If I can get the bike in running order then it will need to stay gold until I'm ready to dump it. Repairing or selling it anywhere outside of Vietnam is unlikely since there are no qualified mechanics and no parts outside of the country. Riding alone in treacherous Cambodia also makes me a little nervous.

After Phu Quoc, my other option is to return to Ho Chi Minh City, sell my bike to the guy Mike sold his to, and then potentially rent bikes as I go throughout Laos and Cambodia. Of course, that seems unlikely. Without my Minsk I'll probably end up taking a boat up the Mekong, through Cambodia and Laos, eventually landing in Northern Thailand. Fun, but not as fun or engaging as riding the bike.

I have this romantic desire to ride that damn bike across Asia thrusting myself by force into a comedy of errors of the Voltaire variety. I'm positive the bike will get me to either Laos or Thailand without trouble, and I don't mind taking a loss (is that a write-off?) and giving it to a farmer or cool person along the way if it begins to falter. It's such a fantastic way to go to out of the way places and meet people you'd never encounter on a bus or a tourist boat. And the demand for original, out-of-the-way, photography from blog readers like you is intense! I know it's not the practical, safe, or sensible thing to do, but... I'm on the fence. What do y'all think?

Posted by mundo at March 13, 2004 08:06 PM
Comments
(Total commments so far: 6)

Ed, It's Judy, Johanna's mom here. I vote to dump the bike and go "mainstream." My fear is that your error quotient could rise from Voltaire to Shakespeare. Also, what advise does the departed Boswell give?
Whatever you do, I'm a fan. Judy

Posted by: Judy Hopkins Trujillo at March 14, 2004 12:18 PM

Ed-
I say travel the road least traveled... you've gone this far. It will work out. That's my 2 cents.

-Steve

Posted by: Steve at March 14, 2004 03:55 PM

Don't listen to Steve.

Posted by: Judy Trujillo at March 14, 2004 04:51 PM

Hmmm... Cambodia sounds kind of sketchy, but maybe that's too much dead kennedy's in my head. Regardless, I hear it's very, very pretty in the CMB, so you might as well keep on put-putting right through. (Although I feel kind of wierd going against "mom-advice" - know what I mean? Mom-advice in a blog totally rules, by the way.)
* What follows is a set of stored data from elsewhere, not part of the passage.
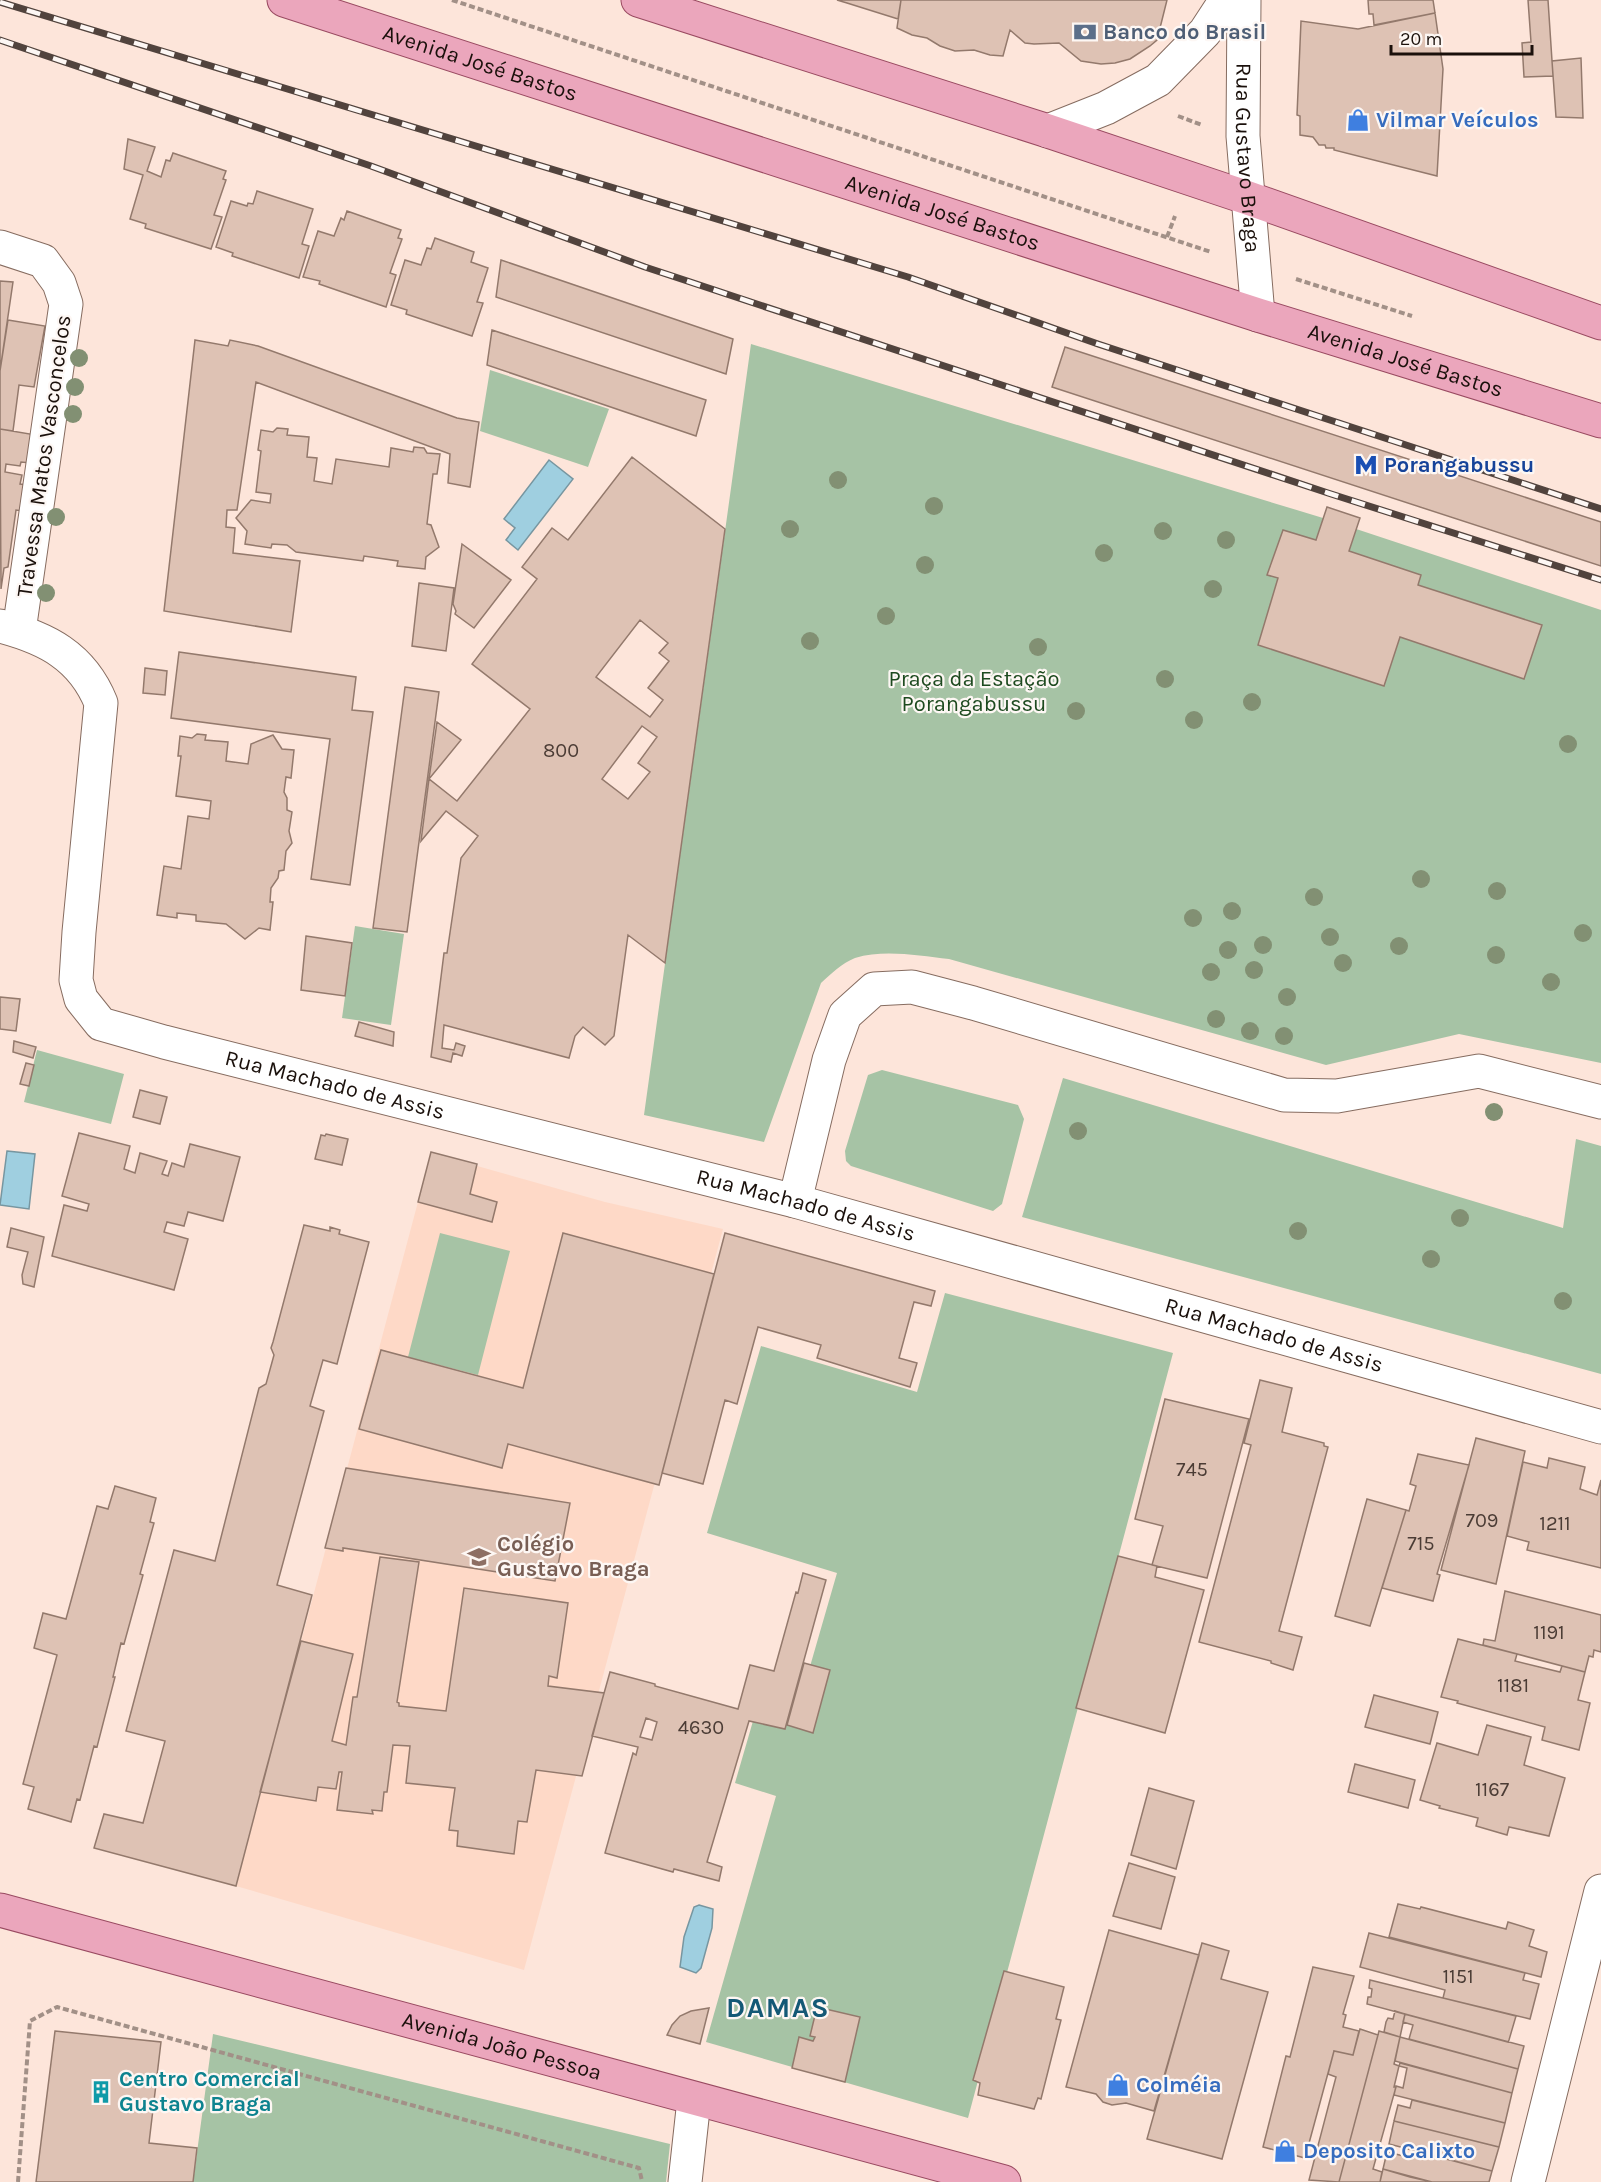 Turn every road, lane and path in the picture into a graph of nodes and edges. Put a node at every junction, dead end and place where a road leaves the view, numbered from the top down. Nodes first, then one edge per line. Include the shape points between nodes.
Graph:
1 (284, 0) edge
2 (452, 0) edge
3 (638, 0) edge
4 (1226, 0) edge
5 (1244, 0) edge
6 (329, 7) edge
7 (1175, 116) dead end
8 (1206, 126) dead end
9 (1048, 131) junction
10 (1248, 198) junction
11 (1176, 212) dead end
12 (1167, 237) junction
13 (0, 247) edge
14 (1164, 247) dead end
15 (1254, 266) junction
16 (1258, 315) junction
17 (1422, 319) dead end
18 (1601, 322) edge
19 (1601, 421) edge
20 (9, 628) edge
21 (1601, 1102) edge
22 (795, 1201) junction
23 (1601, 1427) edge
24 (1601, 1891) edge
25 (0, 1910) edge
26 (694, 2100) junction
27 (18, 2182) edge
28 (642, 2182) edge
29 (685, 2182) edge
30 (1004, 2182) edge
31 (1528, 2182) edge

1 - 6 main road, Avenida José Bastos
2 - 12 path
3 - 9 main road
4 - 9 street via 1205,32 1158,80 1106,108
5 - 10 street, Rua Gustavo Braga via 1243,136
6 - 16 main road, Avenida José Bastos
7 - 8 path
9 - 10 main road
10 - 15 street, Rua Gustavo Braga
10 - 18 main road
11 - 12 path
12 - 14 path
12 - 15 path
13 - 20 street, Travessa Matos Vasconcelos via 43,261 59,284 66,304
15 - 16 street, Rua Gustavo Braga
15 - 17 path
16 - 19 main road, Avenida José Bastos
20 - 22 street, Rua Machado de Assis via 65,652 94,687 101,703 76,980 81,999 100,1024
21 - 22 street via 1479,1071 1336,1096 1284,1095 932,992 912,987 874,990 845,1015 829,1060
22 - 23 street, Rua Machado de Assis
24 - 31 street
25 - 26 main road, Avenida João Pessoa
26 - 29 street
26 - 30 main road, Avenida João Pessoa
27 - 28 path via 30,2021 57,2007 639,2169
Posted by: still lonely in soma at March 14, 2004 05:34 PM

Wow Judy - Hi! How are you? Thanks for looking out for me. I talked to a man who just rode through Cambodia for 5 weeks and he said that the roads weren't as bad as people make them sound. They are just slow and mostly dirt. He did say however that I should never travel at night for a variety of reasons and that there is always a person in any villiage who will let you crash on a straw mat for the night and even give you breakfast for a nominal fee. I think I'll try to zip across Cambodia as fast as possible. Spending a night in Phnom Penh, a night at Ankor Wat, and then a night around the border of Laos. I'm taking the bike down south today so if it's still running well when I get back to Saigon in 6 or so days then I'll take it to Cambodia. If not, then I'll sell it here and boat across the border. Thanks you guys!

Posted by: Mundo at March 14, 2004 08:17 PM

Ed, Thank you so much for your on-the-spot information about road conditions and village hospitality. With all these allusions to Brit Lit I was having a Jonathon Swift moment. I'm more Kerouac now. Just keep posting. Judy P.S. Apologies to Steve.